Escuché a mi tío quejarse de Gurropín, del régimen castrense, del maltrato al Libertador al subordinar su imagen a la del dictador, de las presiones oficiales. Esto se sumaba a su rechazo a todo lo que consideraba autoritario como los militares y los curas. Parodiaba un conocido canto religioso y gozaba repitiéndolo en tono irónico: “el 13 de junio la Virgen María cambió al presidente por un policía, Ave, Ave, Ave María”. Sufría por tener que asistir, obligatoriamente, como maestro de escuela pública, al interminable tedeum (acto solemne religioso de alabanza a Dios) anual organizado por la curia católica cada 20 de julio con la avasalladora presencia de los todopoderosos militares que asistían a la ceremonia para ser honrados con nubes de incienso. Al tío le olía todo eso a puro franquismo, a puro oportunismo.
El mamotrético periódico oficial reposaba en un arrume en el cuarto de trebejos esperando su uso como material básico para hacer máscaras, monigotes, juguetes didácticos para animar las clases del maestro y para hacer desproporcionadas casas, castillos y puentes para el tradicional pesebre navideño. El elemento para darle vida a estas creaciones era el “engrudo”, una pócima mágica, barato pegamento doméstico mezcla de harina de yuca y agua, con el cuál se empapaba el periódico para transformarlo en una masa moldeable.
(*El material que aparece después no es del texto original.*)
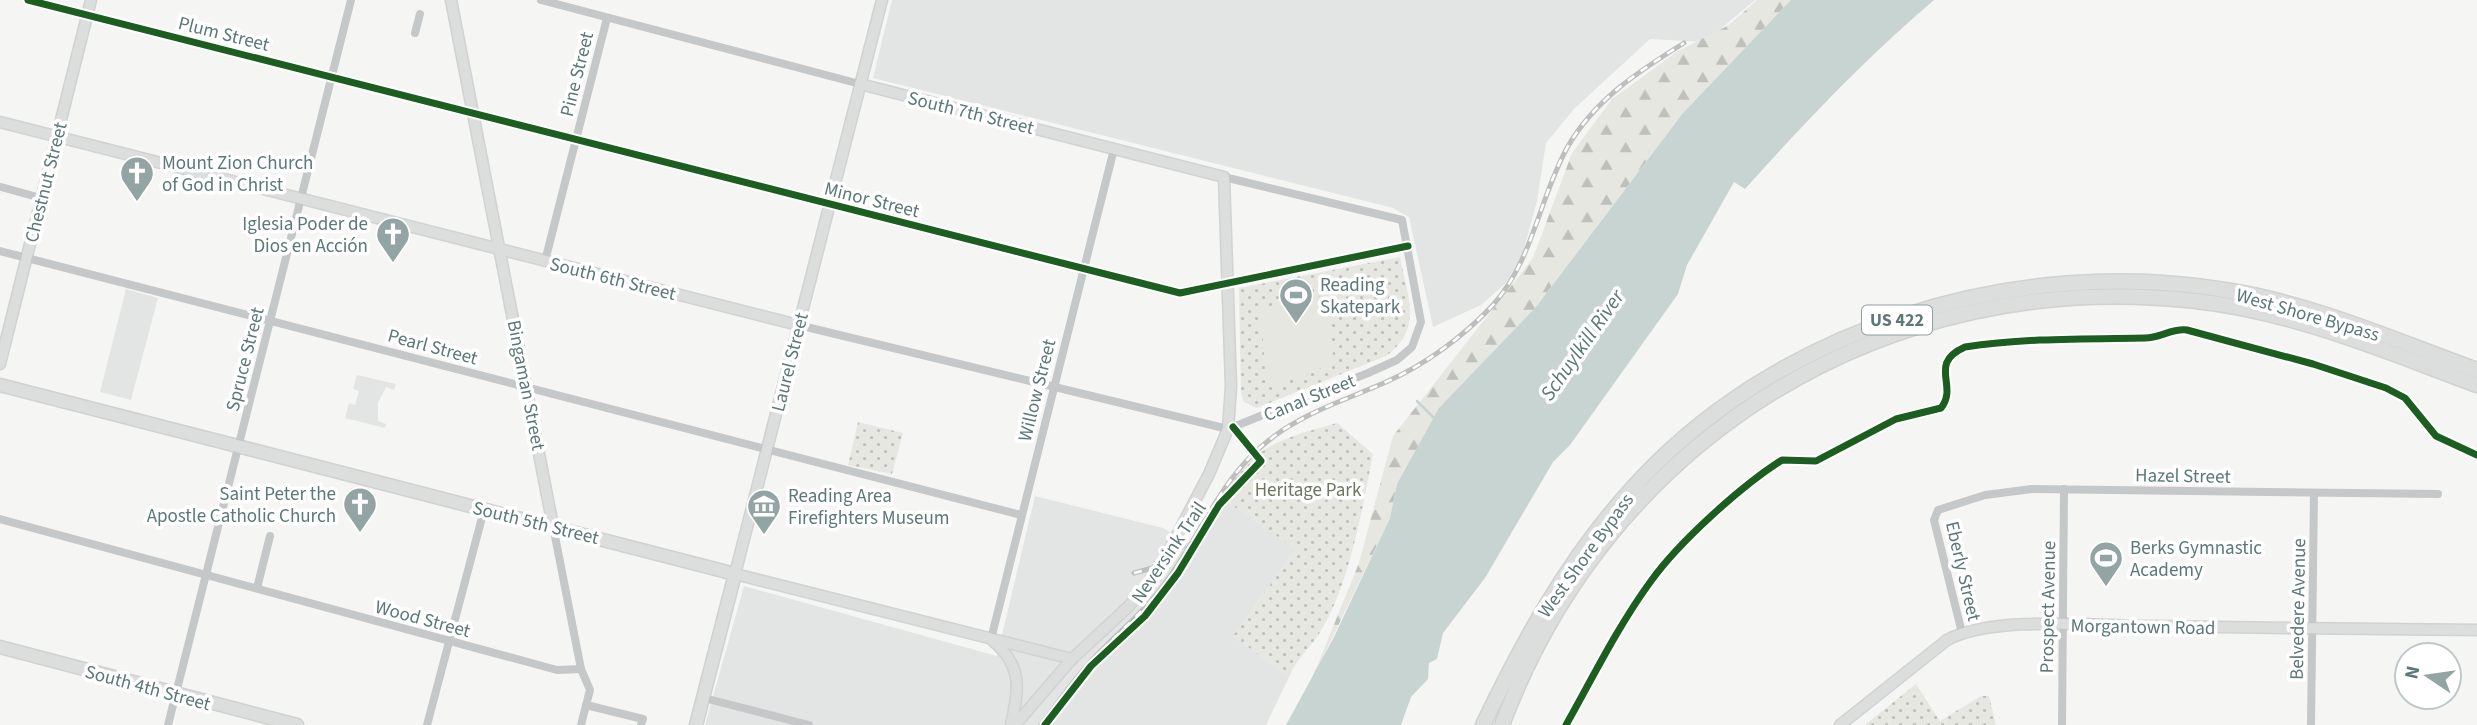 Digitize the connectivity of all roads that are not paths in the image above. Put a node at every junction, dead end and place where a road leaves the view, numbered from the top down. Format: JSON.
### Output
{"nodes":[{"id":1,"x":28,"y":0,"type":"edge"},
{"id":2,"x":91,"y":0,"type":"edge"},
{"id":3,"x":351,"y":0,"type":"edge"},
{"id":4,"x":451,"y":0,"type":"edge"},
{"id":5,"x":541,"y":0,"type":"edge"},
{"id":6,"x":882,"y":0,"type":"edge"},
{"id":7,"x":420,"y":14,"type":"dead end"},
{"id":8,"x":87,"y":15,"type":"junction"},
{"id":9,"x":607,"y":18,"type":"junction"},
{"id":10,"x":415,"y":33,"type":"dead end"},
{"id":11,"x":332,"y":77,"type":"junction"},
{"id":12,"x":860,"y":84,"type":"junction"},
{"id":13,"x":473,"y":113,"type":"junction"},
{"id":14,"x":0,"y":122,"type":"edge"},
{"id":15,"x":57,"y":137,"type":"junction"},
{"id":16,"x":576,"y":139,"type":"junction"},
{"id":17,"x":1114,"y":149,"type":"junction"},
{"id":18,"x":1224,"y":177,"type":"junction"},
{"id":19,"x":1,"y":187,"type":"edge"},
{"id":20,"x":41,"y":198,"type":"junction"},
{"id":21,"x":301,"y":198,"type":"junction"},
{"id":22,"x":830,"y":205,"type":"junction"},
{"id":23,"x":1402,"y":220,"type":"joint"},
{"id":24,"x":1408,"y":246,"type":"junction"},
{"id":25,"x":501,"y":250,"type":"junction"},
{"id":26,"x":0,"y":251,"type":"edge"},
{"id":27,"x":26,"y":258,"type":"junction"},
{"id":28,"x":545,"y":261,"type":"junction"},
{"id":29,"x":1083,"y":268,"type":"junction"},
{"id":30,"x":1228,"y":284,"type":"junction"},
{"id":31,"x":270,"y":320,"type":"junction"},
{"id":32,"x":799,"y":325,"type":"junction"},
{"id":33,"x":0,"y":364,"type":"edge"},
{"id":34,"x":2477,"y":370,"type":"edge"},
{"id":35,"x":0,"y":385,"type":"edge"},
{"id":36,"x":528,"y":386,"type":"junction"},
{"id":37,"x":2477,"y":386,"type":"edge"},
{"id":38,"x":1053,"y":389,"type":"junction"},
{"id":39,"x":1228,"y":429,"type":"junction"},
{"id":40,"x":238,"y":446,"type":"junction"},
{"id":41,"x":766,"y":450,"type":"junction"},
{"id":42,"x":2064,"y":489,"type":"junction"},
{"id":43,"x":2314,"y":493,"type":"junction"},
{"id":44,"x":2438,"y":495,"type":"dead end"},
{"id":45,"x":484,"y":509,"type":"junction"},
{"id":46,"x":1021,"y":515,"type":"junction"},
{"id":47,"x":1935,"y":516,"type":"joint"},
{"id":48,"x":0,"y":519,"type":"edge"},
{"id":49,"x":553,"y":526,"type":"junction"},
{"id":50,"x":270,"y":536,"type":"dead end"},
{"id":51,"x":206,"y":573,"type":"junction"},
{"id":52,"x":735,"y":574,"type":"junction"},
{"id":53,"x":257,"y":588,"type":"junction"},
{"id":54,"x":2063,"y":625,"type":"junction"},
{"id":55,"x":2312,"y":628,"type":"junction"},
{"id":56,"x":2477,"y":630,"type":"edge"},
{"id":57,"x":1962,"y":633,"type":"junction"},
{"id":58,"x":991,"y":639,"type":"junction"},
{"id":59,"x":449,"y":642,"type":"junction"},
{"id":60,"x":0,"y":648,"type":"edge"},
{"id":61,"x":1072,"y":659,"type":"junction"},
{"id":62,"x":581,"y":669,"type":"junction"},
{"id":63,"x":176,"y":694,"type":"junction"},
{"id":64,"x":704,"y":698,"type":"junction"},
{"id":65,"x":586,"y":705,"type":"junction"},
{"id":66,"x":168,"y":725,"type":"edge"},
{"id":67,"x":297,"y":725,"type":"edge"},
{"id":68,"x":428,"y":725,"type":"edge"},
{"id":69,"x":581,"y":725,"type":"edge"},
{"id":70,"x":641,"y":725,"type":"edge"},
{"id":71,"x":696,"y":725,"type":"edge"},
{"id":72,"x":809,"y":725,"type":"edge"},
{"id":73,"x":1013,"y":725,"type":"edge"},
{"id":74,"x":1483,"y":725,"type":"edge"},
{"id":75,"x":1502,"y":725,"type":"edge"},
{"id":76,"x":1840,"y":725,"type":"edge"},
{"id":77,"x":2062,"y":725,"type":"edge"},
{"id":78,"x":2311,"y":725,"type":"edge"}],
"edges":[{"from":1,"to":8,"type":"street","name":"Plum Street"},
{"from":2,"to":8,"type":"street","name":"Chestnut Street"},
{"from":3,"to":11,"type":"street","name":"Spruce Street"},
{"from":4,"to":13,"type":"street","name":"Bingaman Street"},
{"from":5,"to":9,"type":"street","name":"South 7th Street"},
{"from":6,"to":12,"type":"street","name":"Laurel Street"},
{"from":7,"to":10,"type":"street"},
{"from":8,"to":11,"type":"street","name":"Plum Street"},
{"from":8,"to":15,"type":"street","name":"Chestnut Street"},
{"from":9,"to":12,"type":"street","name":"South 7th Street"},
{"from":9,"to":16,"type":"street","name":"Pine Street"},
{"from":11,"to":13,"type":"street","name":"Minor Street"},
{"from":11,"to":21,"type":"street","name":"Spruce Street"},
{"from":12,"to":17,"type":"street","name":"South 7th Street"},
{"from":12,"to":22,"type":"street","name":"Laurel Street"},
{"from":13,"to":16,"type":"street","name":"Minor Street"},
{"from":13,"to":25,"type":"street","name":"Bingaman Street"},
{"from":14,"to":15,"type":"street","name":"South 6th Street"},
{"from":15,"to":20,"type":"street","name":"Chestnut Street"},
{"from":15,"to":21,"type":"street","name":"South 6th Street"},
{"from":16,"to":22,"type":"street","name":"Minor Street"},
{"from":16,"to":28,"type":"street","name":"Pine Street"},
{"from":17,"to":18,"type":"street","name":"South 7th Street"},
{"from":17,"to":29,"type":"street","name":"Willow Street"},
{"from":18,"to":23,"type":"street","name":"South 7th Street"},
{"from":18,"to":30,"type":"street"},
{"from":19,"to":20,"type":"street"},
{"from":20,"to":27,"type":"street","name":"Chestnut Street"},
{"from":21,"to":25,"type":"street","name":"South 6th Street"},
{"from":21,"to":31,"type":"street","name":"Spruce Street"},
{"from":22,"to":29,"type":"street","name":"Minor Street"},
{"from":22,"to":32,"type":"street","name":"Laurel Street"},
{"from":23,"to":24,"type":"street","name":"Canal Street"},
{"from":24,"to":30,"type":"street","name":"Minor Street"},
{"from":24,"to":39,"type":"street","name":"Canal Street"},
{"from":25,"to":28,"type":"street","name":"South 6th Street"},
{"from":25,"to":36,"type":"street","name":"Bingaman Street"},
{"from":26,"to":27,"type":"street","name":"Pearl Street"},
{"from":27,"to":31,"type":"street","name":"Pearl Street"},
{"from":27,"to":33,"type":"street","name":"Chestnut Street"},
{"from":28,"to":32,"type":"street","name":"South 6th Street"},
{"from":29,"to":30,"type":"street","name":"Minor Street"},
{"from":29,"to":38,"type":"street","name":"Willow Street"},
{"from":30,"to":39,"type":"street"},
{"from":31,"to":36,"type":"street","name":"Pearl Street"},
{"from":31,"to":40,"type":"street","name":"Spruce Street"},
{"from":32,"to":38,"type":"street","name":"South 6th Street"},
{"from":32,"to":41,"type":"street","name":"Laurel Street"},
{"from":34,"to":74,"type":"highway","name":"West Shore Bypass","number":"US 422"},
{"from":35,"to":40,"type":"main road","name":"South 5th Street"},
{"from":36,"to":41,"type":"street","name":"Pearl Street"},
{"from":36,"to":49,"type":"street","name":"Bingaman Street"},
{"from":37,"to":75,"type":"highway","name":"West Shore Bypass","number":"US 422"},
{"from":38,"to":39,"type":"street","name":"South 6th Street"},
{"from":38,"to":46,"type":"street","name":"Willow Street"},
{"from":39,"to":61,"type":"street"},
{"from":40,"to":45,"type":"main road","name":"South 5th Street"},
{"from":40,"to":51,"type":"street","name":"Spruce Street"},
{"from":41,"to":46,"type":"street","name":"Pearl Street"},
{"from":41,"to":52,"type":"street","name":"Laurel Street"},
{"from":42,"to":43,"type":"street","name":"Hazel Street"},
{"from":42,"to":47,"type":"street","name":"Hazel Street"},
{"from":42,"to":54,"type":"street","name":"Prospect Avenue"},
{"from":43,"to":44,"type":"street","name":"Hazel Street"},
{"from":43,"to":55,"type":"street","name":"Belvedere Avenue"},
{"from":45,"to":49,"type":"main road","name":"South 5th Street"},
{"from":45,"to":59,"type":"street"},
{"from":46,"to":58,"type":"street","name":"Willow Street"},
{"from":47,"to":57,"type":"street","name":"Eberly Street"},
{"from":48,"to":51,"type":"street","name":"Wood Street"},
{"from":49,"to":52,"type":"main road","name":"South 5th Street"},
{"from":49,"to":62,"type":"street","name":"Bingaman Street"},
{"from":50,"to":53,"type":"street"},
{"from":51,"to":53,"type":"street","name":"Wood Street"},
{"from":51,"to":63,"type":"street","name":"Spruce Street"},
{"from":52,"to":58,"type":"street","name":"South 5th Street"},
{"from":52,"to":64,"type":"main road","name":"Laurel Street"},
{"from":53,"to":59,"type":"street","name":"Wood Street"},
{"from":54,"to":55,"type":"street","name":"Morgantown Road"},
{"from":54,"to":57,"type":"street","name":"Morgantown Road"},
{"from":54,"to":77,"type":"street","name":"Prospect Avenue"},
{"from":55,"to":56,"type":"street","name":"Morgantown Road"},
{"from":55,"to":78,"type":"street","name":"Belvedere Avenue"},
{"from":57,"to":76,"type":"street","name":"Morgantown Road"},
{"from":58,"to":61,"type":"street","name":"South 5th Street"},
{"from":58,"to":73,"type":"street"},
{"from":59,"to":62,"type":"street","name":"Wood Street"},
{"from":59,"to":68,"type":"street"},
{"from":60,"to":63,"type":"main road","name":"South 4th Street"},
{"from":61,"to":73,"type":"street"},
{"from":62,"to":65,"type":"street","name":"Bingaman Street"},
{"from":63,"to":66,"type":"street","name":"Spruce Street"},
{"from":63,"to":67,"type":"main road","name":"South 4th Street"},
{"from":64,"to":71,"type":"main road","name":"Laurel Street"},
{"from":64,"to":72,"type":"street"},
{"from":65,"to":69,"type":"street"},
{"from":65,"to":70,"type":"street"}]}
Cuando elaborábamos los figurines todo se tornaba pegajoso: los artistas nos movíamos en una masa viscosa, mezclada con pedazos de papel, cartón y con los mil colores que les daban el toque final a los engendros.
Al final, el mejor uso que se le dio a la forzosa suscripción, junto con los ejemplares de los vecinos, fue una gran fogata en la calle para celebrar la caída de la dictadura en 1957. Querían que ardiera todo lo “oficial”. Fue una fiesta cerca de las llamas, que bien simbolizaban un deseo de purificación colectivo.
Los felices colindantes bailábamos tomados de las manos, interrumpiendo el tráfico. En medio de aplausos, giraban por la derecha y mi tío protestaba porque de lo que se trataba era de dar un imposible giro a la izquierda. Yo participé alegremente creyendo estar en un rito medieval quemando herejes, santificando el mundo en una alucinante ceremonia. Al dormirme mi cama olía a humo y a réprobos quemados.